I suspect this might be related to issue #1823

@gs-olive
Copy link
Collaborator

Hi @bjaeger1 - could you test your model with PR #1859? We recently identified an issue in torch::jit::EliminateExceptions, and fixed it in that PR, which is pending review.

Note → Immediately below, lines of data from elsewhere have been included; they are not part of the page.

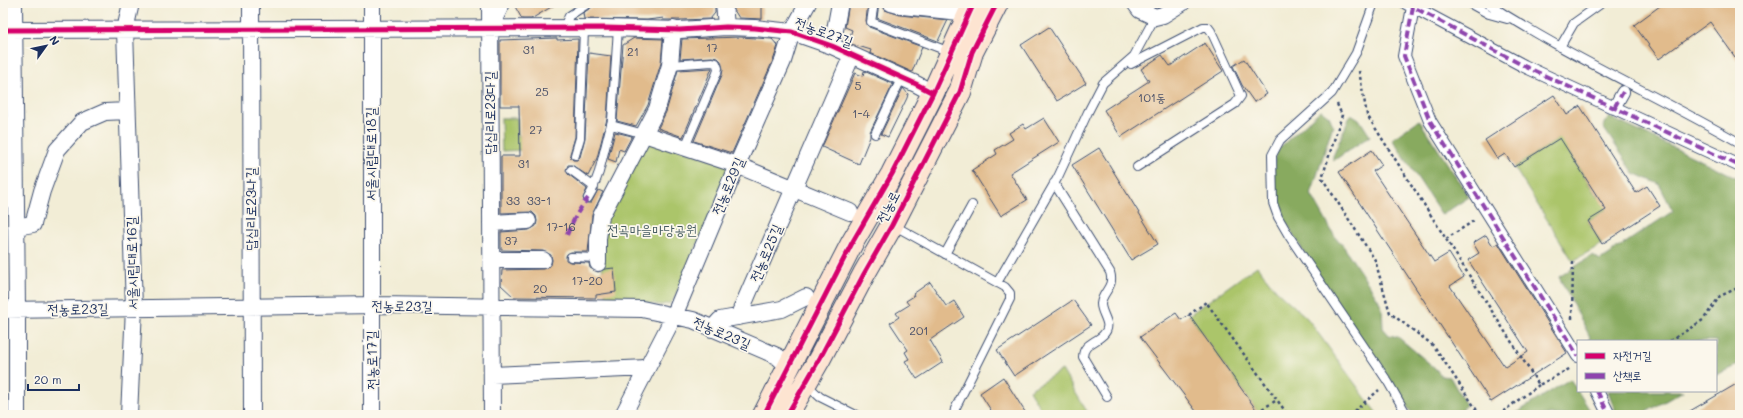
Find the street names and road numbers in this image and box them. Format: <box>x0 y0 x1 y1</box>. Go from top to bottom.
street label: 전농로27길 <box>792 12 857 51</box>
street label: 답십리로23다길 <box>480 70 499 155</box>
street label: 서울시립대로18길 <box>361 106 380 201</box>
street label: 전농로29길 <box>707 153 749 218</box>
street label: 답십리로23나길 <box>241 166 260 251</box>
street label: 전농로 <box>871 187 904 226</box>
street label: 서울시립대로16길 <box>121 215 142 310</box>
street label: 전농로25길 <box>745 220 786 285</box>
street label: 전농로23길 <box>371 295 433 316</box>
street label: 전농로23길 <box>47 298 109 319</box>
street label: 전농로23길 <box>690 312 755 353</box>
street label: 전농로17길 <box>361 330 382 390</box>

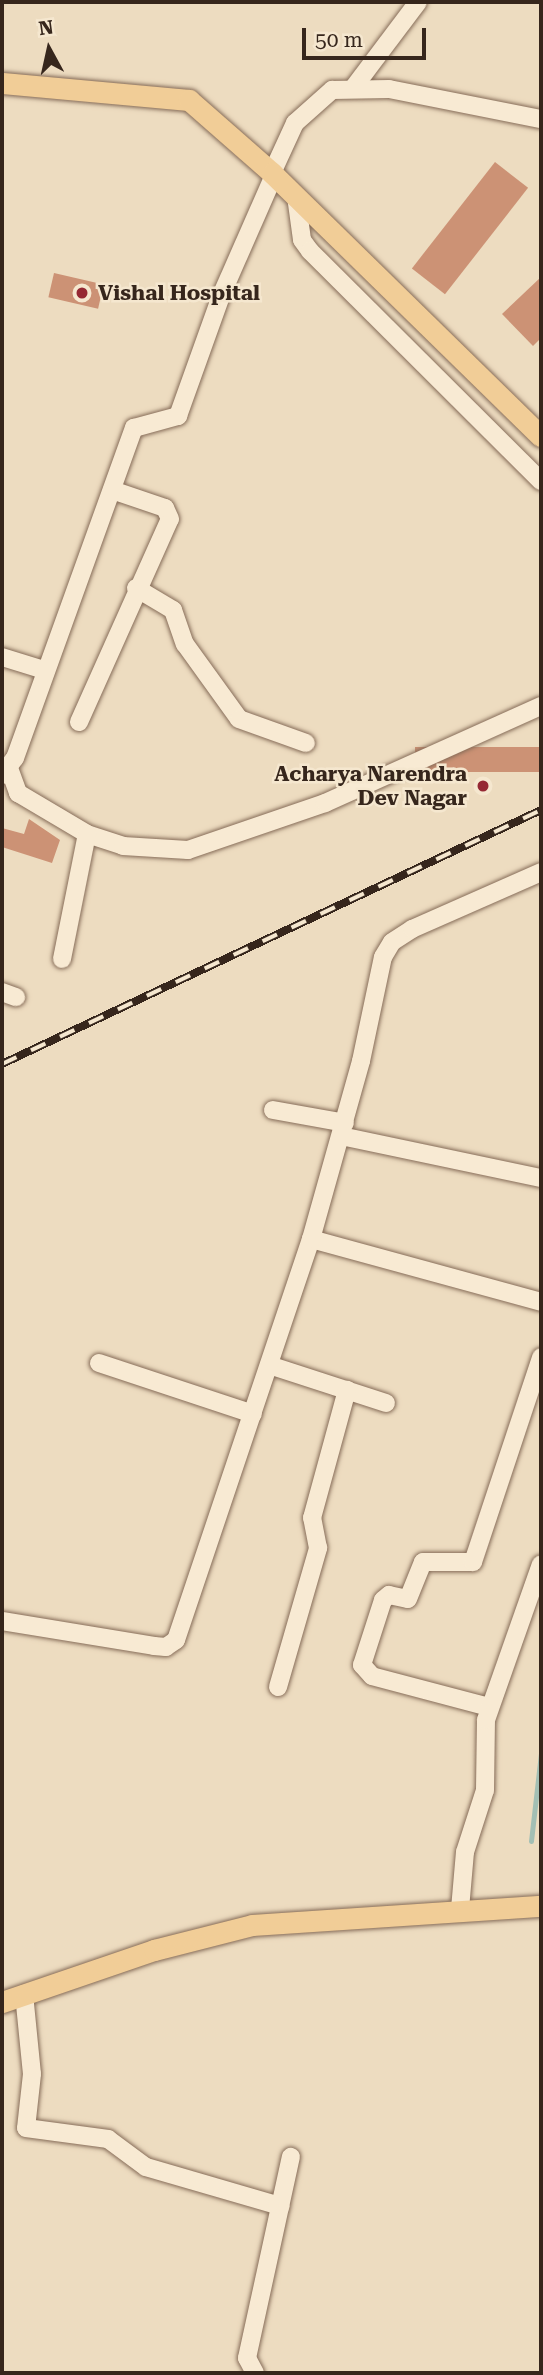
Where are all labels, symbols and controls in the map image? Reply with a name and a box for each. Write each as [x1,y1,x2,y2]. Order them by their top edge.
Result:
north arrow [14,14,84,84]
scale bar [305,14,429,58]
text: N [37,15,55,40]
text: 50 m [315,28,363,52]
place label: Vishal Hospital [98,280,260,306]
marker: Vishal Hospital [72,283,92,303]
place label: Acharya Narendra Dev Nagar [274,761,467,811]
marker: Acharya Narendra Dev Nagar [473,776,493,796]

This may resolve the issue with your model as well.

@bjaeger1
Copy link
Author

bjaeger1 commented Jul 6, 2023

Hi @gs-olive - I just tried out the PR #1859.
However I was not able to successfully build torch-tensorrt.

After building the docker image with:

DOCKER_BUILDKIT=1 docker build --build-arg BASE=23.06 --build-arg CUDNN_VERSION=8.9 --build-arg TENSORRT_VERSION=8.6 --build-arg PYTHON_VERSION=3.10 -f docker/Dockerfile -t torch_tensorrt:latest .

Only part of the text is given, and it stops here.